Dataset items
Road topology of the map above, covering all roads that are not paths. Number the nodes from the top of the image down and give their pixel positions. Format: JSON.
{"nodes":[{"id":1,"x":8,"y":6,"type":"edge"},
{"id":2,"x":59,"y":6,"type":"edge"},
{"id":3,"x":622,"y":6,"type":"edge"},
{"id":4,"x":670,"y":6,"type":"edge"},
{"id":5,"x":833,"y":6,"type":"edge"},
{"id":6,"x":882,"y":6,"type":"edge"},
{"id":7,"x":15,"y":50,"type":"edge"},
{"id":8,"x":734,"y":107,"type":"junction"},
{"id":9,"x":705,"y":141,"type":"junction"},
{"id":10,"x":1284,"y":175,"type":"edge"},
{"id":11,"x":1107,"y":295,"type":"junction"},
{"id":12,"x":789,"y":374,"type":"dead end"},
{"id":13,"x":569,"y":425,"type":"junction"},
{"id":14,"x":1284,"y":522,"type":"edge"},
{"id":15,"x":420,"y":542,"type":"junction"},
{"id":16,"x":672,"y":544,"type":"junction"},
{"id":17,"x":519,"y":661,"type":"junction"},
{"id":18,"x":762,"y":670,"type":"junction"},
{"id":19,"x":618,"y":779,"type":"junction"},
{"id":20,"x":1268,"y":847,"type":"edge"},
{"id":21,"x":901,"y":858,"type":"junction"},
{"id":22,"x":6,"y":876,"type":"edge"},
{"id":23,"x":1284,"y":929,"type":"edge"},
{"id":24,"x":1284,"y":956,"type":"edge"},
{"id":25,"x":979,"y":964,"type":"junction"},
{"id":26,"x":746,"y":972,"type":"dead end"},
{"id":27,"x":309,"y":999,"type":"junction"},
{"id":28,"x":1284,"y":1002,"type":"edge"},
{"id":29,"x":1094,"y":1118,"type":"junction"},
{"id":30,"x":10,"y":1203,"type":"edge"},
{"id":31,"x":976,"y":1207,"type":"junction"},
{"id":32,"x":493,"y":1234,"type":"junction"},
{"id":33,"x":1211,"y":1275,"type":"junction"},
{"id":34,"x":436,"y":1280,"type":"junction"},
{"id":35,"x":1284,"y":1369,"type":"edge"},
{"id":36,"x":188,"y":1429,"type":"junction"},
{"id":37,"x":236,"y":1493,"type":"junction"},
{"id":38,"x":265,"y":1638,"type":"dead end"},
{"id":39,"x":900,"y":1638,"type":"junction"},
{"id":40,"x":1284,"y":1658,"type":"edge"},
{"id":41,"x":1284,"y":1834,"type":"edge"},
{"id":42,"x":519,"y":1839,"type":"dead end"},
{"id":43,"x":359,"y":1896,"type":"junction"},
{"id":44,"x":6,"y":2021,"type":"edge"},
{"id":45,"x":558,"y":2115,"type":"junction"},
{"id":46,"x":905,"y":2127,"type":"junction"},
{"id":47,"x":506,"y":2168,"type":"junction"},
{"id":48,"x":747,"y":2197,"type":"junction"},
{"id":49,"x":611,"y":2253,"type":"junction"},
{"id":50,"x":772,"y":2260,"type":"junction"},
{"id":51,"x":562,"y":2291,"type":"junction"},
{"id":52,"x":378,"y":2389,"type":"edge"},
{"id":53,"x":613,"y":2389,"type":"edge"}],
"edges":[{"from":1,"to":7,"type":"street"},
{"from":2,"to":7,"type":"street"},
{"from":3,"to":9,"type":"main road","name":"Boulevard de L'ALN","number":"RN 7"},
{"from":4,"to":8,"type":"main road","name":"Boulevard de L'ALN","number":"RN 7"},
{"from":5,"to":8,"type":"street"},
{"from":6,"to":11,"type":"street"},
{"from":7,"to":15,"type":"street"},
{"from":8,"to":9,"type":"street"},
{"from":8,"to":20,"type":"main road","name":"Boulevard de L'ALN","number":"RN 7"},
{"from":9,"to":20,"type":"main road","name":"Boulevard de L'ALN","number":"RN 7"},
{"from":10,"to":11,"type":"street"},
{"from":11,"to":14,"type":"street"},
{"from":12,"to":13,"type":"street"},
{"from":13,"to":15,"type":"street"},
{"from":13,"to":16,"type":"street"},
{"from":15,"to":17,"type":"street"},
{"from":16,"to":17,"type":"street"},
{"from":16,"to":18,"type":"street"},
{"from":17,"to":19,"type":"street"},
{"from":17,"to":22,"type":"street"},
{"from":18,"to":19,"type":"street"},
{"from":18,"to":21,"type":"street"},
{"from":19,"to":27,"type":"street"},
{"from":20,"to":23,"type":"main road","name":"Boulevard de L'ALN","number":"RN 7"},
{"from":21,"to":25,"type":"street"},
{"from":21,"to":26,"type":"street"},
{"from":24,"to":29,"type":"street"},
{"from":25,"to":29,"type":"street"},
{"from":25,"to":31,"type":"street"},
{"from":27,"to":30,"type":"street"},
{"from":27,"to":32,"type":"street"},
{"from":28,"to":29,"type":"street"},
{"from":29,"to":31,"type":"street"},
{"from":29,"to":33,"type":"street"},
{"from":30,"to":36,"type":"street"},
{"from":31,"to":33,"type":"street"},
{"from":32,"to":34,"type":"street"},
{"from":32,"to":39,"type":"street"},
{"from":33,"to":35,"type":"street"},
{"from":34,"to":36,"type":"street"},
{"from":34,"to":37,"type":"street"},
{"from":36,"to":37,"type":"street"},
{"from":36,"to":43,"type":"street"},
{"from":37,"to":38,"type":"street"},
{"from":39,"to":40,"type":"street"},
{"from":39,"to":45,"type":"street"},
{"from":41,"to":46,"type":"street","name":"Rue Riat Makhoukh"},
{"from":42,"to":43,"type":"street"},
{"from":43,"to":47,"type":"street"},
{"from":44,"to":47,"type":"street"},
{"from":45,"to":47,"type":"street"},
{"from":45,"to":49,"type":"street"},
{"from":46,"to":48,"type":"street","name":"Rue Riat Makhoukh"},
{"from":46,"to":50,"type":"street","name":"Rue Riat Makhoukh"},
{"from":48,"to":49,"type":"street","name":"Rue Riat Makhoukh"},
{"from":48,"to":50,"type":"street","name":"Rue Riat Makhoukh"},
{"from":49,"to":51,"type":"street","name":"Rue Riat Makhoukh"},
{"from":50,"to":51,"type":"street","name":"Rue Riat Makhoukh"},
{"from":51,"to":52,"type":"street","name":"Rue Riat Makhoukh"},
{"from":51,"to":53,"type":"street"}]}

• **TASK ITEM**
Could you retype every line of the data exactly?

• **SOLUTION FOR THIS TASK**
Road topology of the map above, covering all roads that are not paths. Number the nodes from the top of the image down and give their pixel positions. Format: JSON.
{"nodes":[{"id":1,"x":8,"y":6,"type":"edge"},
{"id":2,"x":59,"y":6,"type":"edge"},
{"id":3,"x":622,"y":6,"type":"edge"},
{"id":4,"x":670,"y":6,"type":"edge"},
{"id":5,"x":833,"y":6,"type":"edge"},
{"id":6,"x":882,"y":6,"type":"edge"},
{"id":7,"x":15,"y":50,"type":"edge"},
{"id":8,"x":734,"y":107,"type":"junction"},
{"id":9,"x":705,"y":141,"type":"junction"},
{"id":10,"x":1284,"y":175,"type":"edge"},
{"id":11,"x":1107,"y":295,"type":"junction"},
{"id":12,"x":789,"y":374,"type":"dead end"},
{"id":13,"x":569,"y":425,"type":"junction"},
{"id":14,"x":1284,"y":522,"type":"edge"},
{"id":15,"x":420,"y":542,"type":"junction"},
{"id":16,"x":672,"y":544,"type":"junction"},
{"id":17,"x":519,"y":661,"type":"junction"},
{"id":18,"x":762,"y":670,"type":"junction"},
{"id":19,"x":618,"y":779,"type":"junction"},
{"id":20,"x":1268,"y":847,"type":"edge"},
{"id":21,"x":901,"y":858,"type":"junction"},
{"id":22,"x":6,"y":876,"type":"edge"},
{"id":23,"x":1284,"y":929,"type":"edge"},
{"id":24,"x":1284,"y":956,"type":"edge"},
{"id":25,"x":979,"y":964,"type":"junction"},
{"id":26,"x":746,"y":972,"type":"dead end"},
{"id":27,"x":309,"y":999,"type":"junction"},
{"id":28,"x":1284,"y":1002,"type":"edge"},
{"id":29,"x":1094,"y":1118,"type":"junction"},
{"id":30,"x":10,"y":1203,"type":"edge"},
{"id":31,"x":976,"y":1207,"type":"junction"},
{"id":32,"x":493,"y":1234,"type":"junction"},
{"id":33,"x":1211,"y":1275,"type":"junction"},
{"id":34,"x":436,"y":1280,"type":"junction"},
{"id":35,"x":1284,"y":1369,"type":"edge"},
{"id":36,"x":188,"y":1429,"type":"junction"},
{"id":37,"x":236,"y":1493,"type":"junction"},
{"id":38,"x":265,"y":1638,"type":"dead end"},
{"id":39,"x":900,"y":1638,"type":"junction"},
{"id":40,"x":1284,"y":1658,"type":"edge"},
{"id":41,"x":1284,"y":1834,"type":"edge"},
{"id":42,"x":519,"y":1839,"type":"dead end"},
{"id":43,"x":359,"y":1896,"type":"junction"},
{"id":44,"x":6,"y":2021,"type":"edge"},
{"id":45,"x":558,"y":2115,"type":"junction"},
{"id":46,"x":905,"y":2127,"type":"junction"},
{"id":47,"x":506,"y":2168,"type":"junction"},
{"id":48,"x":747,"y":2197,"type":"junction"},
{"id":49,"x":611,"y":2253,"type":"junction"},
{"id":50,"x":772,"y":2260,"type":"junction"},
{"id":51,"x":562,"y":2291,"type":"junction"},
{"id":52,"x":378,"y":2389,"type":"edge"},
{"id":53,"x":613,"y":2389,"type":"edge"}],
"edges":[{"from":1,"to":7,"type":"street"},
{"from":2,"to":7,"type":"street"},
{"from":3,"to":9,"type":"main road","name":"Boulevard de L'ALN","number":"RN 7"},
{"from":4,"to":8,"type":"main road","name":"Boulevard de L'ALN","number":"RN 7"},
{"from":5,"to":8,"type":"street"},
{"from":6,"to":11,"type":"street"},
{"from":7,"to":15,"type":"street"},
{"from":8,"to":9,"type":"street"},
{"from":8,"to":20,"type":"main road","name":"Boulevard de L'ALN","number":"RN 7"},
{"from":9,"to":20,"type":"main road","name":"Boulevard de L'ALN","number":"RN 7"},
{"from":10,"to":11,"type":"street"},
{"from":11,"to":14,"type":"street"},
{"from":12,"to":13,"type":"street"},
{"from":13,"to":15,"type":"street"},
{"from":13,"to":16,"type":"street"},
{"from":15,"to":17,"type":"street"},
{"from":16,"to":17,"type":"street"},
{"from":16,"to":18,"type":"street"},
{"from":17,"to":19,"type":"street"},
{"from":17,"to":22,"type":"street"},
{"from":18,"to":19,"type":"street"},
{"from":18,"to":21,"type":"street"},
{"from":19,"to":27,"type":"street"},
{"from":20,"to":23,"type":"main road","name":"Boulevard de L'ALN","number":"RN 7"},
{"from":21,"to":25,"type":"street"},
{"from":21,"to":26,"type":"street"},
{"from":24,"to":29,"type":"street"},
{"from":25,"to":29,"type":"street"},
{"from":25,"to":31,"type":"street"},
{"from":27,"to":30,"type":"street"},
{"from":27,"to":32,"type":"street"},
{"from":28,"to":29,"type":"street"},
{"from":29,"to":31,"type":"street"},
{"from":29,"to":33,"type":"street"},
{"from":30,"to":36,"type":"street"},
{"from":31,"to":33,"type":"street"},
{"from":32,"to":34,"type":"street"},
{"from":32,"to":39,"type":"street"},
{"from":33,"to":35,"type":"street"},
{"from":34,"to":36,"type":"street"},
{"from":34,"to":37,"type":"street"},
{"from":36,"to":37,"type":"street"},
{"from":36,"to":43,"type":"street"},
{"from":37,"to":38,"type":"street"},
{"from":39,"to":40,"type":"street"},
{"from":39,"to":45,"type":"street"},
{"from":41,"to":46,"type":"street","name":"Rue Riat Makhoukh"},
{"from":42,"to":43,"type":"street"},
{"from":43,"to":47,"type":"street"},
{"from":44,"to":47,"type":"street"},
{"from":45,"to":47,"type":"street"},
{"from":45,"to":49,"type":"street"},
{"from":46,"to":48,"type":"street","name":"Rue Riat Makhoukh"},
{"from":46,"to":50,"type":"street","name":"Rue Riat Makhoukh"},
{"from":48,"to":49,"type":"street","name":"Rue Riat Makhoukh"},
{"from":48,"to":50,"type":"street","name":"Rue Riat Makhoukh"},
{"from":49,"to":51,"type":"street","name":"Rue Riat Makhoukh"},
{"from":50,"to":51,"type":"street","name":"Rue Riat Makhoukh"},
{"from":51,"to":52,"type":"street","name":"Rue Riat Makhoukh"},
{"from":51,"to":53,"type":"street"}]}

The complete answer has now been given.